Take the line containing "ring mcp: (346, 267)" and all lines after it to the end of the records, and output them exactly.

━━━ Data ━━━

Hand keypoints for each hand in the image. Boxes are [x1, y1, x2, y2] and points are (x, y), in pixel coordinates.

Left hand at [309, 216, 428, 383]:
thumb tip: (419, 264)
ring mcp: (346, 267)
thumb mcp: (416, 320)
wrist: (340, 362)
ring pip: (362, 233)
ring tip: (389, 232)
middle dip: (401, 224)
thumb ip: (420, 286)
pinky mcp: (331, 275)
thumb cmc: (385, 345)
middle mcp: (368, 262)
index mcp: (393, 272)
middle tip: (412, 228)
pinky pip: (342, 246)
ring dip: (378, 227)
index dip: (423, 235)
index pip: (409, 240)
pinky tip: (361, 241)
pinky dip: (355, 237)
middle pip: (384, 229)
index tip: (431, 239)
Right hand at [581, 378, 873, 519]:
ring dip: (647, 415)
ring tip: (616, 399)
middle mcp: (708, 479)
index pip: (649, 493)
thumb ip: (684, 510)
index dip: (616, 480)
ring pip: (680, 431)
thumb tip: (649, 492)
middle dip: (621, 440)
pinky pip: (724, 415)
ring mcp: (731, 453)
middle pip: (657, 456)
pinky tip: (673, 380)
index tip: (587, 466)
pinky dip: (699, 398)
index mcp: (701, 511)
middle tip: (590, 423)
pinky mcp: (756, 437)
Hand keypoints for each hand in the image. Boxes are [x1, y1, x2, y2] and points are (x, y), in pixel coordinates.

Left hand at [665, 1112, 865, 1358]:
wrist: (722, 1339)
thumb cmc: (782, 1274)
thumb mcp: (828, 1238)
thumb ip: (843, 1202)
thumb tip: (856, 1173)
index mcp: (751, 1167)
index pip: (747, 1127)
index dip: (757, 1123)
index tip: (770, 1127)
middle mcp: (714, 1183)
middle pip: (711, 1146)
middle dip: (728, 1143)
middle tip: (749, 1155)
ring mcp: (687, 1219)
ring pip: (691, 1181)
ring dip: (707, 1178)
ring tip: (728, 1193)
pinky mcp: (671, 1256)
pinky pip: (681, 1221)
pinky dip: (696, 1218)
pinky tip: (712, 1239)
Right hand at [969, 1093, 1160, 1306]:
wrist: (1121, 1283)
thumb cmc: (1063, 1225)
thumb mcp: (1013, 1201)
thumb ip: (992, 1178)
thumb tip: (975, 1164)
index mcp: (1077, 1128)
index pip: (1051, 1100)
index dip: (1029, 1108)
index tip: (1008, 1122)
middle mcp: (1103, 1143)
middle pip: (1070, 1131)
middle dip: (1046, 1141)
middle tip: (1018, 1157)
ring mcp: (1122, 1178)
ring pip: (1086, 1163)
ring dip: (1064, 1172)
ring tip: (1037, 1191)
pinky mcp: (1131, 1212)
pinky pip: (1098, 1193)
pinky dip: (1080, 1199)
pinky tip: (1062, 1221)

━━━

_Expected output_
ring mcp: (346, 267)
thumb mcp: (416, 320)
wrist: (340, 362)
ring pip: (362, 233)
ring tip: (389, 232)
middle dip: (401, 224)
thumb ip: (420, 286)
pinky mcp: (331, 275)
thumb cmc: (385, 345)
middle mcp: (368, 262)
index mcp: (393, 272)
middle tip: (412, 228)
pinky pip: (342, 246)
ring dip: (378, 227)
index dip: (423, 235)
index pip: (409, 240)
pinky tip: (361, 241)
pinky dip: (355, 237)
middle pip: (384, 229)
index tip: (431, 239)
Right hand at [581, 378, 873, 519]:
ring dip: (647, 415)
ring tip: (616, 399)
middle mcp: (708, 479)
index pip: (649, 493)
thumb ip: (684, 510)
index dip: (616, 480)
ring pip: (680, 431)
thumb tip: (649, 492)
middle dip: (621, 440)
pinky pip: (724, 415)
ring mcp: (731, 453)
middle pip: (657, 456)
pinky tip: (673, 380)
index tip: (587, 466)
pinky dip: (699, 398)
index mcp: (701, 511)
middle tip: (590, 423)
pinky mcp: (756, 437)
Hand keypoints for each hand in the image. Boxes are [x1, y1, x2, y2] and points are (x, y), in pixel coordinates.

Left hand at [665, 1112, 865, 1358]:
wrist: (722, 1339)
thumb cmc: (782, 1274)
thumb mcp: (828, 1238)
thumb ip: (843, 1202)
thumb tip: (856, 1173)
index mcp: (751, 1167)
index pip: (747, 1127)
index dip: (757, 1123)
index tip: (770, 1127)
middle mcp: (714, 1183)
middle pip: (711, 1146)
middle dip: (728, 1143)
middle tip: (749, 1155)
ring mcp: (687, 1219)
ring pip: (691, 1181)
ring dip: (707, 1178)
ring tip: (728, 1193)
pinky mcp: (671, 1256)
pinky pip: (681, 1221)
pinky dip: (696, 1218)
pinky tip: (712, 1239)
Right hand at [969, 1093, 1160, 1306]:
wrist: (1121, 1283)
thumb cmc: (1063, 1225)
thumb mcp: (1013, 1201)
thumb ip: (992, 1178)
thumb tip: (975, 1164)
index mcp: (1077, 1128)
index pip: (1051, 1100)
index dip: (1029, 1108)
index tip: (1008, 1122)
middle mcp: (1103, 1143)
middle pip: (1070, 1131)
middle dip: (1046, 1141)
middle tip: (1018, 1157)
ring mcp: (1122, 1178)
ring pip: (1086, 1163)
ring dip: (1064, 1172)
ring tip: (1037, 1191)
pinky mcp: (1131, 1212)
pinky pip: (1098, 1193)
pinky dip: (1080, 1199)
pinky tip: (1062, 1221)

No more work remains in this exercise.